WORK INSTRUCTION
Search the data for the string "Başbar", and report each line where it is found.

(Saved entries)
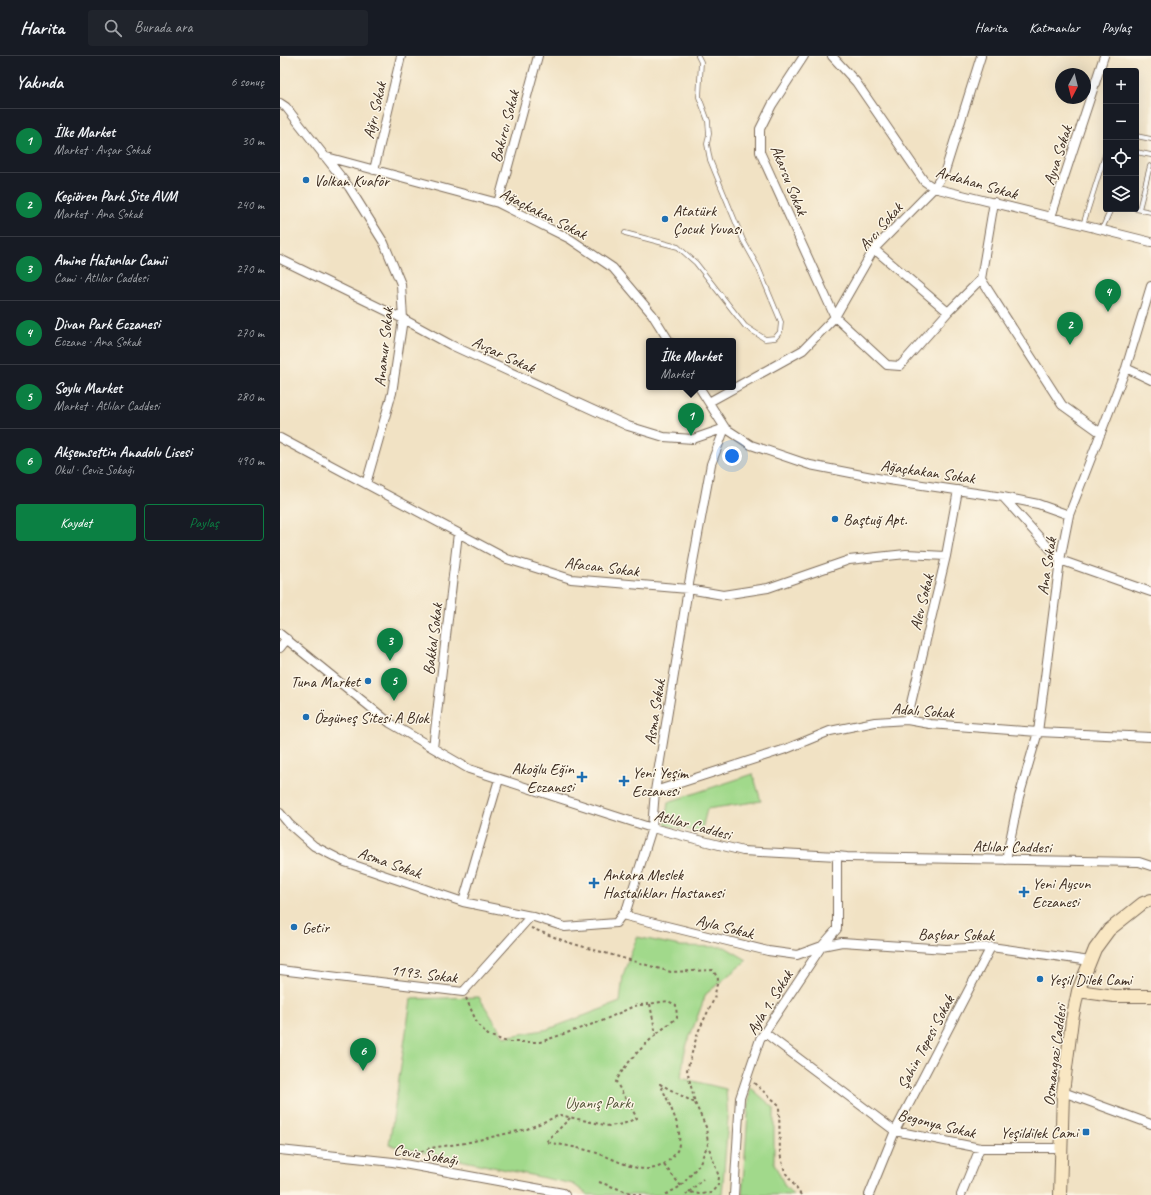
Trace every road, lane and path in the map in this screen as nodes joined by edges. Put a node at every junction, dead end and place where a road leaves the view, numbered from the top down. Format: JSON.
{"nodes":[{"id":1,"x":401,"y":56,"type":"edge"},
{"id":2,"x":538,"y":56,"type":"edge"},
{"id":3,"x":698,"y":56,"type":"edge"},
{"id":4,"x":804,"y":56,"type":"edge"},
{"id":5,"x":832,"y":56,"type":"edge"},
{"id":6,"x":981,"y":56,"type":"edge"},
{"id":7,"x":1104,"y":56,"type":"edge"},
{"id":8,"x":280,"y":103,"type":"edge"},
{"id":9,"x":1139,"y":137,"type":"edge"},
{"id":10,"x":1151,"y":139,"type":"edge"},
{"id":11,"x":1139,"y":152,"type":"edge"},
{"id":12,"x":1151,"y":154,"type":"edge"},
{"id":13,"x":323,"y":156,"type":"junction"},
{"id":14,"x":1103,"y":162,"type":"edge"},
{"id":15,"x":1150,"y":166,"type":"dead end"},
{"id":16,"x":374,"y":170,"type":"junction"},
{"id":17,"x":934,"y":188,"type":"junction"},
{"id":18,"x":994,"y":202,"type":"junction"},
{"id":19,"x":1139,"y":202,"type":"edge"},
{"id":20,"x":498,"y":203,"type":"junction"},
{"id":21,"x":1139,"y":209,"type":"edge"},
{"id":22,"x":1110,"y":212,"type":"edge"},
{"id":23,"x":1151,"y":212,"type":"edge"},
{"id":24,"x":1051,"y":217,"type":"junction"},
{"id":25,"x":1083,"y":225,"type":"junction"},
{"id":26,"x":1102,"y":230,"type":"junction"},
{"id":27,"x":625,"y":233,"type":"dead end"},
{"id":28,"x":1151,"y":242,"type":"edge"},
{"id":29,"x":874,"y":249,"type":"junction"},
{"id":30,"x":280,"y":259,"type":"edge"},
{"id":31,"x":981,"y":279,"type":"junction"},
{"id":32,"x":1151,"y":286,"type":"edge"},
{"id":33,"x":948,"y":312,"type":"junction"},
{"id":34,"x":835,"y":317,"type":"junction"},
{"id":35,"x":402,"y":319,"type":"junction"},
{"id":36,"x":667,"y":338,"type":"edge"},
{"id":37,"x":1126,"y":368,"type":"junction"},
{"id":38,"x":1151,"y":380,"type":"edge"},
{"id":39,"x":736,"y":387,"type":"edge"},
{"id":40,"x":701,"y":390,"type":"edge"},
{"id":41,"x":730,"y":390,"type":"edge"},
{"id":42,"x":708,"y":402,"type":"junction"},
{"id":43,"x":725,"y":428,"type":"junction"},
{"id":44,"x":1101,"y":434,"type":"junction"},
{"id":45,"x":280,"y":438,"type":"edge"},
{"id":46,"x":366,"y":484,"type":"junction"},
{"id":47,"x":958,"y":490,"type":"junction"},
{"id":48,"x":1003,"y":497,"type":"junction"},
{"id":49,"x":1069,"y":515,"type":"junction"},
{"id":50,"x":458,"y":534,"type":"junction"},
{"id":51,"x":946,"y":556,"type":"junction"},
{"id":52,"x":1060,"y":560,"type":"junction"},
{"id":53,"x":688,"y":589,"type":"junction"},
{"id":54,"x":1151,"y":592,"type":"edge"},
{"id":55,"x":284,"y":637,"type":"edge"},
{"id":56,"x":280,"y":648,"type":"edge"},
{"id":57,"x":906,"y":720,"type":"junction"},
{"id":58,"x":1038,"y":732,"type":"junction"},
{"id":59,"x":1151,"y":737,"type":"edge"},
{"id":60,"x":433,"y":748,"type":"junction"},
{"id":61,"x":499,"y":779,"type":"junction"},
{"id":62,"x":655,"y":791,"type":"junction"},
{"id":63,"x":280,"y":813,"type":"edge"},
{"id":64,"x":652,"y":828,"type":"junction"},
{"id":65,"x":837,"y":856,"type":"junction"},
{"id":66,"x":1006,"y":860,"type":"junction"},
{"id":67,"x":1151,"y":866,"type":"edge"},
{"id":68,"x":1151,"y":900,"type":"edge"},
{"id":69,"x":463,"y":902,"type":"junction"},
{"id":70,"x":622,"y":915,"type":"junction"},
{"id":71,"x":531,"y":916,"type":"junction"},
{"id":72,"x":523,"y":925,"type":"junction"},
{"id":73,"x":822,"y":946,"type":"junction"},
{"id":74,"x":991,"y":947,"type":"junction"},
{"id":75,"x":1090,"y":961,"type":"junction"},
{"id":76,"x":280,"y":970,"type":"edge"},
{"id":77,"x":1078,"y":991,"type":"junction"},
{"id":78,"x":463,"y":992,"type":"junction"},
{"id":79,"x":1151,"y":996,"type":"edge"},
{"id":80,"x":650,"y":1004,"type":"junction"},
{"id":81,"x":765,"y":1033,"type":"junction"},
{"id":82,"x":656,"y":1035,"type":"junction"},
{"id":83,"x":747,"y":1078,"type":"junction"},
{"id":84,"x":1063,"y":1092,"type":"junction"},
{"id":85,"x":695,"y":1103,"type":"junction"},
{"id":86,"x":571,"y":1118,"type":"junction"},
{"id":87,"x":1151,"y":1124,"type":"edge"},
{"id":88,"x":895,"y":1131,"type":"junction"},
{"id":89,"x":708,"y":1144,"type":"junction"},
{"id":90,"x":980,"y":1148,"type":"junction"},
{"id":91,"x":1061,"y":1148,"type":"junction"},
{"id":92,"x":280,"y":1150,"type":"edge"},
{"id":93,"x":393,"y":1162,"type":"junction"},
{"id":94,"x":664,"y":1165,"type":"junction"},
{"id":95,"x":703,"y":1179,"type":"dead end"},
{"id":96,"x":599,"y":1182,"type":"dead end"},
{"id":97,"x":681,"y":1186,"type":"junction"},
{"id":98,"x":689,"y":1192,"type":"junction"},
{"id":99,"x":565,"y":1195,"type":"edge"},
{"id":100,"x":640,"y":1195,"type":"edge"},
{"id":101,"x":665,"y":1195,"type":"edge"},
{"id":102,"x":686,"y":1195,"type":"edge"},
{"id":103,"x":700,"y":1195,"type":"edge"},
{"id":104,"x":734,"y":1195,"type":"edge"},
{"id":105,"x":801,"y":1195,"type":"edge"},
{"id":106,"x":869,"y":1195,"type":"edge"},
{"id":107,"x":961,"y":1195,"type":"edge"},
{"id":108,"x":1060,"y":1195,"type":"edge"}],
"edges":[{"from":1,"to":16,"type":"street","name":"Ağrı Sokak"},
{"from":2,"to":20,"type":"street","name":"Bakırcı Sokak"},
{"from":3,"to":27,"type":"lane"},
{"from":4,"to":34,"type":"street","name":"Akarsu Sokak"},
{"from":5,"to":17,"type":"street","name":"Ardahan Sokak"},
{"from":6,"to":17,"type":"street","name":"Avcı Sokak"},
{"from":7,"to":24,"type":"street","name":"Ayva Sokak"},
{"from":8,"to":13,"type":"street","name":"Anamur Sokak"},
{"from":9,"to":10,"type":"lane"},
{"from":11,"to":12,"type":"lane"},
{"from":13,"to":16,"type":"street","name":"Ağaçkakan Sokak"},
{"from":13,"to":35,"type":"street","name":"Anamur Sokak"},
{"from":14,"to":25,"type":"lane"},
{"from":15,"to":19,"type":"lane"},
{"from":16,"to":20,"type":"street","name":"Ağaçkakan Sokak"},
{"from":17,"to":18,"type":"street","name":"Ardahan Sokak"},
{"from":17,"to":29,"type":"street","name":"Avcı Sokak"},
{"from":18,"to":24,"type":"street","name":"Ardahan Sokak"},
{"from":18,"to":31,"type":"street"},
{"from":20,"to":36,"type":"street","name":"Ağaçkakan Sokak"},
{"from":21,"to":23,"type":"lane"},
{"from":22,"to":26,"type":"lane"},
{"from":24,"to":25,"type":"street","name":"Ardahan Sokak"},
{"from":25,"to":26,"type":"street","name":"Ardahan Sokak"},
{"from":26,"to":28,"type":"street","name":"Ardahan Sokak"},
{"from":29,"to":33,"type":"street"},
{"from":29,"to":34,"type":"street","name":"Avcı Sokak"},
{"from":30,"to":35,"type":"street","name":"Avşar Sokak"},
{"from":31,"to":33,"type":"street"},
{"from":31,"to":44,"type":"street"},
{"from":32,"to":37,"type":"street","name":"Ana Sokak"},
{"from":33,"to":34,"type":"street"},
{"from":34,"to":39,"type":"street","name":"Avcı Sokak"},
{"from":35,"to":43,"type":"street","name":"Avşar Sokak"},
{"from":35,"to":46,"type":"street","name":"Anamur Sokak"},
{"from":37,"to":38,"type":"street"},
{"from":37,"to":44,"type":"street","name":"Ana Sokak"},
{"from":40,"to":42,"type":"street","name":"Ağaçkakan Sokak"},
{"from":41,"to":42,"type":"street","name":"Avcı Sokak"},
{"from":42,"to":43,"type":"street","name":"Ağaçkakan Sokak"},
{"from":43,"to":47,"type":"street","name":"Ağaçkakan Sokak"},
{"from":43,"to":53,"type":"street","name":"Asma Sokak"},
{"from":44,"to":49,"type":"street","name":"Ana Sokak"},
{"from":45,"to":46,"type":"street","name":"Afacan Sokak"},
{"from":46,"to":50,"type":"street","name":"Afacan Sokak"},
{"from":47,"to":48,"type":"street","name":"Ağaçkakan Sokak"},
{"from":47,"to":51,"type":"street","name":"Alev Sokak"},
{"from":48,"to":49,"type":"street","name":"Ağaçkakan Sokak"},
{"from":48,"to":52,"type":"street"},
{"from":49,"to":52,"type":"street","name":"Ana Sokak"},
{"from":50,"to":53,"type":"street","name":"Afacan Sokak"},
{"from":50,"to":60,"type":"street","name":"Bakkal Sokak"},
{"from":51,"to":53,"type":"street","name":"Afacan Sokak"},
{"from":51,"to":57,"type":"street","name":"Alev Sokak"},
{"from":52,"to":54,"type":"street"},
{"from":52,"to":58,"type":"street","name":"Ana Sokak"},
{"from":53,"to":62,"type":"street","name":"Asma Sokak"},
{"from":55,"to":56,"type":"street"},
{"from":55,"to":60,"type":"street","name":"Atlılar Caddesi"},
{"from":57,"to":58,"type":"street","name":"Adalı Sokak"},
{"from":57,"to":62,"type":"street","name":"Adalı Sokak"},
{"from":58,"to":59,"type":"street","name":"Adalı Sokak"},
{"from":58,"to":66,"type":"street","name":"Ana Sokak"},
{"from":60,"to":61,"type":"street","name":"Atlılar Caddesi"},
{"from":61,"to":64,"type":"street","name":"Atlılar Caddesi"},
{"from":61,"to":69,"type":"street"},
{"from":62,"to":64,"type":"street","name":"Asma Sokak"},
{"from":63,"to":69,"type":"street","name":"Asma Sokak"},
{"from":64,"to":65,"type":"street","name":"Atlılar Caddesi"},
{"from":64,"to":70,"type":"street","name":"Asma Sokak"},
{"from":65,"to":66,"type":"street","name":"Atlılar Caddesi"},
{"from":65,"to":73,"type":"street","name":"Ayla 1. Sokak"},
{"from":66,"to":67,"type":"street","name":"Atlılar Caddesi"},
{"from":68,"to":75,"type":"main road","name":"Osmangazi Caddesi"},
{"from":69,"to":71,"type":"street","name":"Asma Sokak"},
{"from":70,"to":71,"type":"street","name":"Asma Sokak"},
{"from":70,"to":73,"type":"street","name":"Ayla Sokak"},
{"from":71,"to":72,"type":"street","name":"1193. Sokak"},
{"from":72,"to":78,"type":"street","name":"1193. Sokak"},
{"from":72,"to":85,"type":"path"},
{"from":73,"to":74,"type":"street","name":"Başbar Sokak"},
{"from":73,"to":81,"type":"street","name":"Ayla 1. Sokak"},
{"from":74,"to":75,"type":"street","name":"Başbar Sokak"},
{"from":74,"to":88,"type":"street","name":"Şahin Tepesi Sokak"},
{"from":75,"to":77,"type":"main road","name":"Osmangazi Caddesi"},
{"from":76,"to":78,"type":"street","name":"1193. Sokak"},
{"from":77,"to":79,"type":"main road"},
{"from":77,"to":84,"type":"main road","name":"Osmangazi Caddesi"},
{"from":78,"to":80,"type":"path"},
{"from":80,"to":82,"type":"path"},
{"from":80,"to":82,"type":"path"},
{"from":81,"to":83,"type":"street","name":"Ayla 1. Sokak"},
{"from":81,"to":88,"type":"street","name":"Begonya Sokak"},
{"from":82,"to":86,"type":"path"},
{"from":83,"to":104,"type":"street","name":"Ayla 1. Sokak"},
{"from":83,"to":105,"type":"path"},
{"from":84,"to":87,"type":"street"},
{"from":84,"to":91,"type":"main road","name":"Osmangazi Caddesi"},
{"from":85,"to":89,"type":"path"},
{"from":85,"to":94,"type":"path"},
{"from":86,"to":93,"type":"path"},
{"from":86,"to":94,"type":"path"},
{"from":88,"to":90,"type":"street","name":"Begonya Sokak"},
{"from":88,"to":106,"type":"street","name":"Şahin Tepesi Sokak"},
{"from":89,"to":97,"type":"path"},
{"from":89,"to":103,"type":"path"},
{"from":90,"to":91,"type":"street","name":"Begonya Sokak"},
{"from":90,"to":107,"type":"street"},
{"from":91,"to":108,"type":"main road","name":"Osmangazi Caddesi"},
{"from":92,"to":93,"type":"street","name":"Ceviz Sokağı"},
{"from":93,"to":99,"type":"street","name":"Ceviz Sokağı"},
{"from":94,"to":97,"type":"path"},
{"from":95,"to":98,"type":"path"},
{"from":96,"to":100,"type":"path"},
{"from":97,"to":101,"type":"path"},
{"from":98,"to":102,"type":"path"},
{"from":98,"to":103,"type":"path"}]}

SOLUTION TO THIS TASK
{"from":73,"to":74,"type":"street","name":"Başbar Sokak"},
{"from":74,"to":75,"type":"street","name":"Başbar Sokak"},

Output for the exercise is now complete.